● **WORKING DATA**
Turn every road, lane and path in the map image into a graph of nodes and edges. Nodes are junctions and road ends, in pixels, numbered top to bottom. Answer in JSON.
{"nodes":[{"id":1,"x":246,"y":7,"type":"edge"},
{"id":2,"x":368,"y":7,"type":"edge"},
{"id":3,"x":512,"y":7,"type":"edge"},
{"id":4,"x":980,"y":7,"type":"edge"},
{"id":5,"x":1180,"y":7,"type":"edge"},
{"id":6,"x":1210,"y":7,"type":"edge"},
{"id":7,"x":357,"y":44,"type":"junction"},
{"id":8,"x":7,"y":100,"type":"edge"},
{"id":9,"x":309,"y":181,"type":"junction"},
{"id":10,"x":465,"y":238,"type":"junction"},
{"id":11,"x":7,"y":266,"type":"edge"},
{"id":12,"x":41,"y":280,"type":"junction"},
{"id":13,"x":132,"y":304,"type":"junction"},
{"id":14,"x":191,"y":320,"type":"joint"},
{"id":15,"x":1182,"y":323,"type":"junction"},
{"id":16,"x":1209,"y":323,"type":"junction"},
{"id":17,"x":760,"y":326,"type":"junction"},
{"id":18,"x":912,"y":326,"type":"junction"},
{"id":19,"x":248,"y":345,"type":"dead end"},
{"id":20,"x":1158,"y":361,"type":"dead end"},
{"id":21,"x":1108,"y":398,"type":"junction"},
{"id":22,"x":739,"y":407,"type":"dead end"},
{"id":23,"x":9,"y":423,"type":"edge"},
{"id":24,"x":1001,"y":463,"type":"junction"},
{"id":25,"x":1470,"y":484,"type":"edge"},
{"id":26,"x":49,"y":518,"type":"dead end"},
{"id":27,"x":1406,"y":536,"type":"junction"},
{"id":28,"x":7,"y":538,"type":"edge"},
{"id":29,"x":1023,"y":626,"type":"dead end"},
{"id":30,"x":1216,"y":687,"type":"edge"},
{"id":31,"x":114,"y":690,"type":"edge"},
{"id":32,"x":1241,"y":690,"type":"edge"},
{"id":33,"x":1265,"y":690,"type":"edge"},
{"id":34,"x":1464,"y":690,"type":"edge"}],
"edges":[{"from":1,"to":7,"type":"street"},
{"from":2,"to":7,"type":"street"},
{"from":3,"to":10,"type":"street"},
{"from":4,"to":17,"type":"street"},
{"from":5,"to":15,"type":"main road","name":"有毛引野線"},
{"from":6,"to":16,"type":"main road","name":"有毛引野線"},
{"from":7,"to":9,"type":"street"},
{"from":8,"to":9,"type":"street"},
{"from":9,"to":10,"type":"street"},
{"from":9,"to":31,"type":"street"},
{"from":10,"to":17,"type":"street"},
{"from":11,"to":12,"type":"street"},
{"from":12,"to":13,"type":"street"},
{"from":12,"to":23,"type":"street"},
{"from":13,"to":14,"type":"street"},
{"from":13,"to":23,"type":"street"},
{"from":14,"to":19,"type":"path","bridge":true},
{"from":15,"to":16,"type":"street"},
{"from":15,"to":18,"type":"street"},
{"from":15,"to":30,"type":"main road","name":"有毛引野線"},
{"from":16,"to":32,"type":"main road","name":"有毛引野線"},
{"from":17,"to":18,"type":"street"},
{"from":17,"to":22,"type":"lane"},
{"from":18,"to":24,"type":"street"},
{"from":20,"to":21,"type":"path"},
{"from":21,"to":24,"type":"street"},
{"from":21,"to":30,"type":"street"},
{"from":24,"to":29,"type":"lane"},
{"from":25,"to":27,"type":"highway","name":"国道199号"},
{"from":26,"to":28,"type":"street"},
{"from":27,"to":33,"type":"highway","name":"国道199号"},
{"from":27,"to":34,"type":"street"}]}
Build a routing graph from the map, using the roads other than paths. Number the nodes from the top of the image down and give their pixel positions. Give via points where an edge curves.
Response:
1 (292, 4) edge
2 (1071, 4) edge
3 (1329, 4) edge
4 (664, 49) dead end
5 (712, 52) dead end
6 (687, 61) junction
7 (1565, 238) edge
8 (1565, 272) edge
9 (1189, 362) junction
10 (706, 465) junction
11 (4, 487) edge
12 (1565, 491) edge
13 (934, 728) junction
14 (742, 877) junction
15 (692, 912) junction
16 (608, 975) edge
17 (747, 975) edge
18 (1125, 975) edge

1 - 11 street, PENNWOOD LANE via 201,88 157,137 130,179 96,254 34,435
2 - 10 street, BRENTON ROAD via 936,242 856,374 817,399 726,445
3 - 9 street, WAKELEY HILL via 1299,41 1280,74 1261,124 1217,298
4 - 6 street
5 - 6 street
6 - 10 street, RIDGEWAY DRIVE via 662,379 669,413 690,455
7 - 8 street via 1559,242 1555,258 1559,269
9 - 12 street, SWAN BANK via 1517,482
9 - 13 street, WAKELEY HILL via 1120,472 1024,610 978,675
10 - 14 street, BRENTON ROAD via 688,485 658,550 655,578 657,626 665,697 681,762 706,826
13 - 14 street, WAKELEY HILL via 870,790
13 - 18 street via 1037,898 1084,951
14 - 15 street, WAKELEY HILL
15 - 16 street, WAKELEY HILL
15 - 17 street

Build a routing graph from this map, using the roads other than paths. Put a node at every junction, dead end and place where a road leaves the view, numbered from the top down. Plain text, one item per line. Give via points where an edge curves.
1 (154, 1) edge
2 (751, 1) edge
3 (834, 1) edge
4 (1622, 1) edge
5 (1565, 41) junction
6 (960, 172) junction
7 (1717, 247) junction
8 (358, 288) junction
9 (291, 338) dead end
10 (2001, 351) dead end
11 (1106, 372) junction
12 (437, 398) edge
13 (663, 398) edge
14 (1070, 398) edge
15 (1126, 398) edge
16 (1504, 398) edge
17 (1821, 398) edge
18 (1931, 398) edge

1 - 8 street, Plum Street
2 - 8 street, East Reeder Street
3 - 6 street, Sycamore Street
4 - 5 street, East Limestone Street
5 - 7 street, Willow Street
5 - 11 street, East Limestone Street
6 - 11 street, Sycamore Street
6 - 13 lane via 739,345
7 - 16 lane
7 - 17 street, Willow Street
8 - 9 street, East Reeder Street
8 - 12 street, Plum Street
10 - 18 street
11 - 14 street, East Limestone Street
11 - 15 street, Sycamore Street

● **WORK TO BE COMPLETED**
Could you return the complete listing, word for word?

● **YOUR RESPONSE**
Turn every road, lane and path in the map image into a graph of nodes and edges. Nodes are junctions and road ends, in pixels, numbered top to bottom. Answer in JSON.
{"nodes":[{"id":1,"x":246,"y":7,"type":"edge"},
{"id":2,"x":368,"y":7,"type":"edge"},
{"id":3,"x":512,"y":7,"type":"edge"},
{"id":4,"x":980,"y":7,"type":"edge"},
{"id":5,"x":1180,"y":7,"type":"edge"},
{"id":6,"x":1210,"y":7,"type":"edge"},
{"id":7,"x":357,"y":44,"type":"junction"},
{"id":8,"x":7,"y":100,"type":"edge"},
{"id":9,"x":309,"y":181,"type":"junction"},
{"id":10,"x":465,"y":238,"type":"junction"},
{"id":11,"x":7,"y":266,"type":"edge"},
{"id":12,"x":41,"y":280,"type":"junction"},
{"id":13,"x":132,"y":304,"type":"junction"},
{"id":14,"x":191,"y":320,"type":"joint"},
{"id":15,"x":1182,"y":323,"type":"junction"},
{"id":16,"x":1209,"y":323,"type":"junction"},
{"id":17,"x":760,"y":326,"type":"junction"},
{"id":18,"x":912,"y":326,"type":"junction"},
{"id":19,"x":248,"y":345,"type":"dead end"},
{"id":20,"x":1158,"y":361,"type":"dead end"},
{"id":21,"x":1108,"y":398,"type":"junction"},
{"id":22,"x":739,"y":407,"type":"dead end"},
{"id":23,"x":9,"y":423,"type":"edge"},
{"id":24,"x":1001,"y":463,"type":"junction"},
{"id":25,"x":1470,"y":484,"type":"edge"},
{"id":26,"x":49,"y":518,"type":"dead end"},
{"id":27,"x":1406,"y":536,"type":"junction"},
{"id":28,"x":7,"y":538,"type":"edge"},
{"id":29,"x":1023,"y":626,"type":"dead end"},
{"id":30,"x":1216,"y":687,"type":"edge"},
{"id":31,"x":114,"y":690,"type":"edge"},
{"id":32,"x":1241,"y":690,"type":"edge"},
{"id":33,"x":1265,"y":690,"type":"edge"},
{"id":34,"x":1464,"y":690,"type":"edge"}],
"edges":[{"from":1,"to":7,"type":"street"},
{"from":2,"to":7,"type":"street"},
{"from":3,"to":10,"type":"street"},
{"from":4,"to":17,"type":"street"},
{"from":5,"to":15,"type":"main road","name":"有毛引野線"},
{"from":6,"to":16,"type":"main road","name":"有毛引野線"},
{"from":7,"to":9,"type":"street"},
{"from":8,"to":9,"type":"street"},
{"from":9,"to":10,"type":"street"},
{"from":9,"to":31,"type":"street"},
{"from":10,"to":17,"type":"street"},
{"from":11,"to":12,"type":"street"},
{"from":12,"to":13,"type":"street"},
{"from":12,"to":23,"type":"street"},
{"from":13,"to":14,"type":"street"},
{"from":13,"to":23,"type":"street"},
{"from":14,"to":19,"type":"path","bridge":true},
{"from":15,"to":16,"type":"street"},
{"from":15,"to":18,"type":"street"},
{"from":15,"to":30,"type":"main road","name":"有毛引野線"},
{"from":16,"to":32,"type":"main road","name":"有毛引野線"},
{"from":17,"to":18,"type":"street"},
{"from":17,"to":22,"type":"lane"},
{"from":18,"to":24,"type":"street"},
{"from":20,"to":21,"type":"path"},
{"from":21,"to":24,"type":"street"},
{"from":21,"to":30,"type":"street"},
{"from":24,"to":29,"type":"lane"},
{"from":25,"to":27,"type":"highway","name":"国道199号"},
{"from":26,"to":28,"type":"street"},
{"from":27,"to":33,"type":"highway","name":"国道199号"},
{"from":27,"to":34,"type":"street"}]}
Build a routing graph from the map, using the roads other than paths. Number the nodes from the top of the image down and give their pixel positions. Give via points where an edge curves.
Response:
1 (292, 4) edge
2 (1071, 4) edge
3 (1329, 4) edge
4 (664, 49) dead end
5 (712, 52) dead end
6 (687, 61) junction
7 (1565, 238) edge
8 (1565, 272) edge
9 (1189, 362) junction
10 (706, 465) junction
11 (4, 487) edge
12 (1565, 491) edge
13 (934, 728) junction
14 (742, 877) junction
15 (692, 912) junction
16 (608, 975) edge
17 (747, 975) edge
18 (1125, 975) edge

1 - 11 street, PENNWOOD LANE via 201,88 157,137 130,179 96,254 34,435
2 - 10 street, BRENTON ROAD via 936,242 856,374 817,399 726,445
3 - 9 street, WAKELEY HILL via 1299,41 1280,74 1261,124 1217,298
4 - 6 street
5 - 6 street
6 - 10 street, RIDGEWAY DRIVE via 662,379 669,413 690,455
7 - 8 street via 1559,242 1555,258 1559,269
9 - 12 street, SWAN BANK via 1517,482
9 - 13 street, WAKELEY HILL via 1120,472 1024,610 978,675
10 - 14 street, BRENTON ROAD via 688,485 658,550 655,578 657,626 665,697 681,762 706,826
13 - 14 street, WAKELEY HILL via 870,790
13 - 18 street via 1037,898 1084,951
14 - 15 street, WAKELEY HILL
15 - 16 street, WAKELEY HILL
15 - 17 street

Build a routing graph from this map, using the roads other than paths. Put a node at every junction, dead end and place where a road leaves the view, numbered from the top down. Plain text, one item per line. Give via points where an edge curves.
1 (154, 1) edge
2 (751, 1) edge
3 (834, 1) edge
4 (1622, 1) edge
5 (1565, 41) junction
6 (960, 172) junction
7 (1717, 247) junction
8 (358, 288) junction
9 (291, 338) dead end
10 (2001, 351) dead end
11 (1106, 372) junction
12 (437, 398) edge
13 (663, 398) edge
14 (1070, 398) edge
15 (1126, 398) edge
16 (1504, 398) edge
17 (1821, 398) edge
18 (1931, 398) edge

1 - 8 street, Plum Street
2 - 8 street, East Reeder Street
3 - 6 street, Sycamore Street
4 - 5 street, East Limestone Street
5 - 7 street, Willow Street
5 - 11 street, East Limestone Street
6 - 11 street, Sycamore Street
6 - 13 lane via 739,345
7 - 16 lane
7 - 17 street, Willow Street
8 - 9 street, East Reeder Street
8 - 12 street, Plum Street
10 - 18 street
11 - 14 street, East Limestone Street
11 - 15 street, Sycamore Street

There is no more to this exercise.